• [Goal of the exercise]:
Pick out the lines below that contain the string "links" and copy them all.

Records excerpted from a collection:
⁂

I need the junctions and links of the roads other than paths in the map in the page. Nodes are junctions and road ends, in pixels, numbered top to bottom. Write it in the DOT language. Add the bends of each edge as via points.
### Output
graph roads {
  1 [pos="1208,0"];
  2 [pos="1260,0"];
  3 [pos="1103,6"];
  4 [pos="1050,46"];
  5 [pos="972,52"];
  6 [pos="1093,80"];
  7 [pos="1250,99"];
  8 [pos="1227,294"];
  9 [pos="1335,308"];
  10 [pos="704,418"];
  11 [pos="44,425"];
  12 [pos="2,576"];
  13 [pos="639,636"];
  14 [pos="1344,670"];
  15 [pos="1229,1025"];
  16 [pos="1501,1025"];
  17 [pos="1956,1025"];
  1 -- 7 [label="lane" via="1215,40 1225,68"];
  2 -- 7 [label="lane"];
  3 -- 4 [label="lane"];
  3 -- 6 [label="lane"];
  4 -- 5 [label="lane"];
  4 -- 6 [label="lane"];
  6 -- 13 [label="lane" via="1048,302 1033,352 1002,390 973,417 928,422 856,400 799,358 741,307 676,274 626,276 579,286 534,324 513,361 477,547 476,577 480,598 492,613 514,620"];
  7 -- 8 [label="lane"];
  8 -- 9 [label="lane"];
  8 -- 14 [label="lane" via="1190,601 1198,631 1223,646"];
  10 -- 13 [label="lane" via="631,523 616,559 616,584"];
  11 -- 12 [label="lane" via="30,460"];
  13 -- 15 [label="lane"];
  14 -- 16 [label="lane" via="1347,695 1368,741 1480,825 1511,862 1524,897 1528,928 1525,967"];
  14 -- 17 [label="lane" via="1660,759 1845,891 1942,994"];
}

⁂

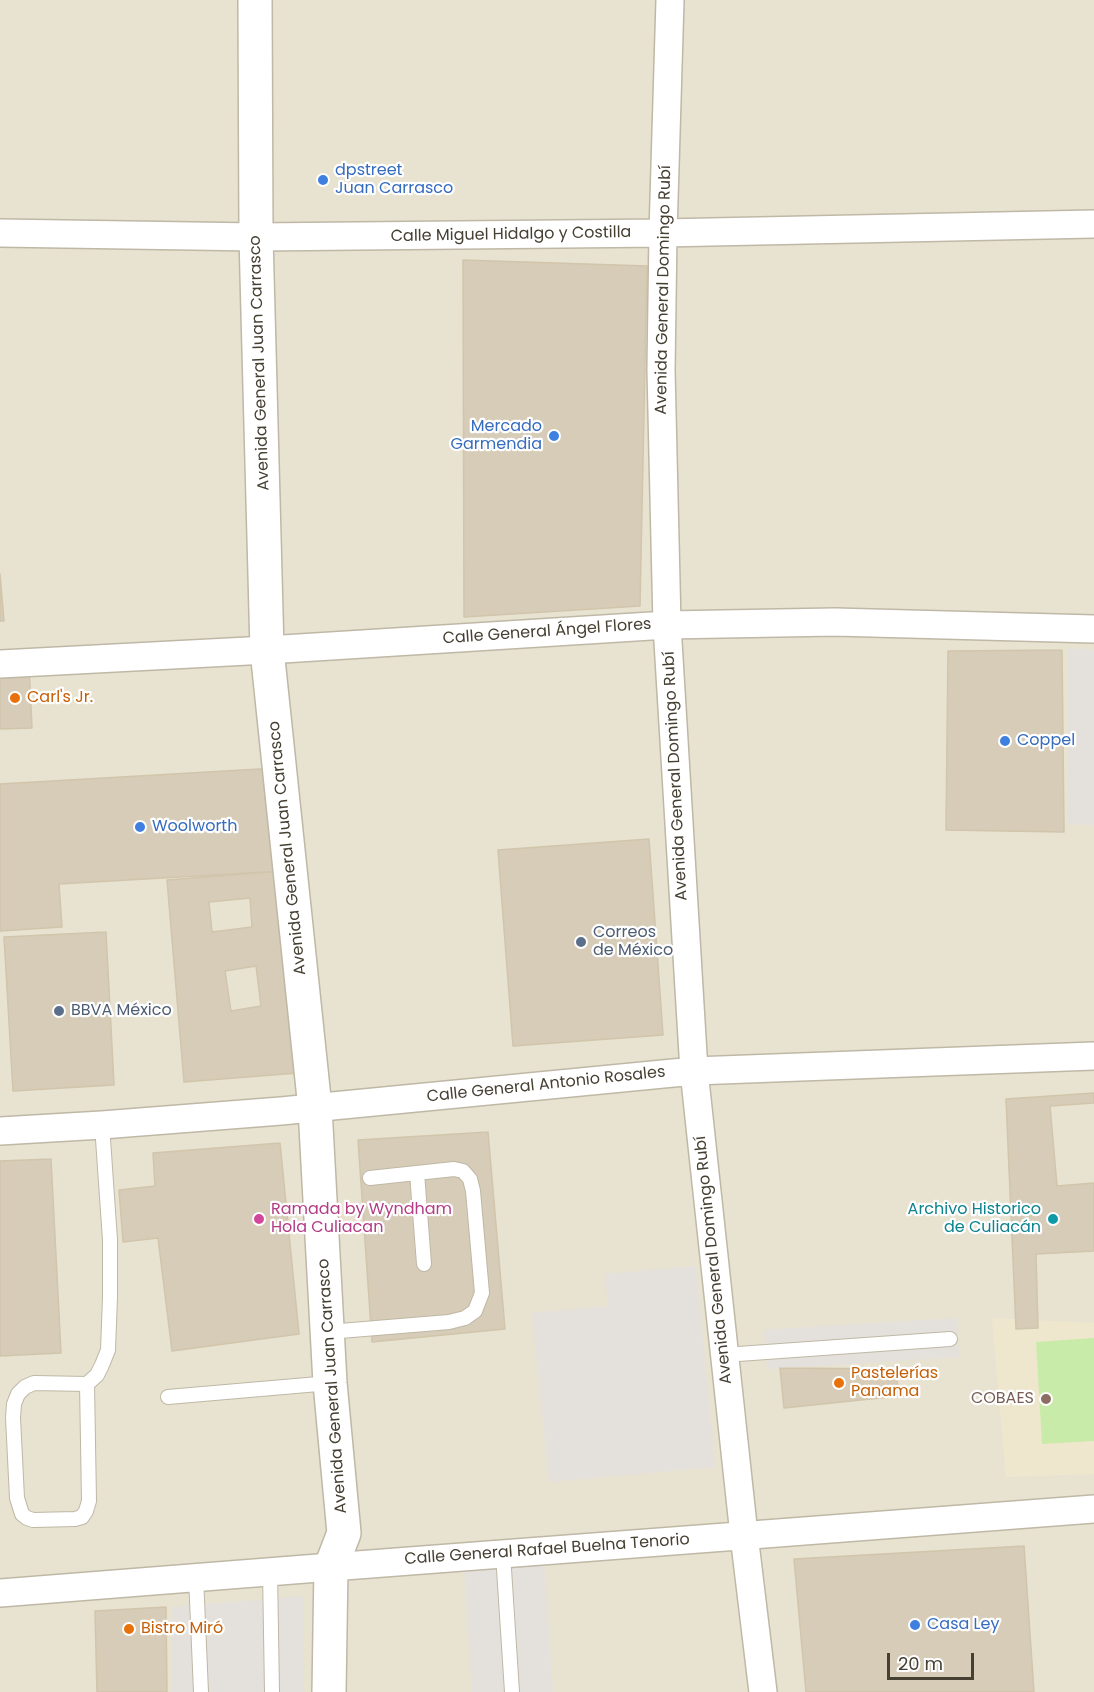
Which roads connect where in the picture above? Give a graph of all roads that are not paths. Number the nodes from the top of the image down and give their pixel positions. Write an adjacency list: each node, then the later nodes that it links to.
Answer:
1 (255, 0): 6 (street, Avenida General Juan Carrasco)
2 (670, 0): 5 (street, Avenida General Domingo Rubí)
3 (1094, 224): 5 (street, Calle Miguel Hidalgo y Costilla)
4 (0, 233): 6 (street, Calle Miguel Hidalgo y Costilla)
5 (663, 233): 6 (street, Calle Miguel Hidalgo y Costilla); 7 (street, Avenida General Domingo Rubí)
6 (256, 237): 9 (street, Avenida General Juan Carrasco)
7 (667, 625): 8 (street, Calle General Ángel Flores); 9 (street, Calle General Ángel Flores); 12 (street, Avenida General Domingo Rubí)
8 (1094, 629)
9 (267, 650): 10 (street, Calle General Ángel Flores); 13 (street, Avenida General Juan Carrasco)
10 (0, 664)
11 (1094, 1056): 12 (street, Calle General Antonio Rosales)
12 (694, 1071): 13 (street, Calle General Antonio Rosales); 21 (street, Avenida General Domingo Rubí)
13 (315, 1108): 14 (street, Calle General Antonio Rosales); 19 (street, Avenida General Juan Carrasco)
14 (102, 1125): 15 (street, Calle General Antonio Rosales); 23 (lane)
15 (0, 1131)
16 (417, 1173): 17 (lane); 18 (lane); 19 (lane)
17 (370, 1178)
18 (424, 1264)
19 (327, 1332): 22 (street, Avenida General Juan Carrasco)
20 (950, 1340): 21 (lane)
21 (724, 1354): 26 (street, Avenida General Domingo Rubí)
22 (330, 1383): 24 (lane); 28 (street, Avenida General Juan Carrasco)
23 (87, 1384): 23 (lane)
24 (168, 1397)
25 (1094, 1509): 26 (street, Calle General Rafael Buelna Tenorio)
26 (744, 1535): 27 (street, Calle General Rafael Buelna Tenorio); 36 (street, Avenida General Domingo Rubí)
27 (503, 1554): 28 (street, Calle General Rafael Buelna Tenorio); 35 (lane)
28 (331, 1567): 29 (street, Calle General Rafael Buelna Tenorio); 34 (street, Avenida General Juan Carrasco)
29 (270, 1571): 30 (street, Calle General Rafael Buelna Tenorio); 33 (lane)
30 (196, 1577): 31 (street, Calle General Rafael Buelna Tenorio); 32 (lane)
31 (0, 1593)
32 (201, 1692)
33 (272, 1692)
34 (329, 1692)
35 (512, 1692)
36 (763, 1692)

⁂

• [Answer]:
I need the junctions and links of the roads other than paths in the map in the page. Nodes are junctions and road ends, in pixels, numbered top to bottom. Write it in the DOT language. Add the bends of each edge as via points.
Which roads connect where in the picture above? Give a graph of all roads that are not paths. Number the nodes from the top of the image down and give their pixel positions. Write an adjacency list: each node, then the later nodes that it links to.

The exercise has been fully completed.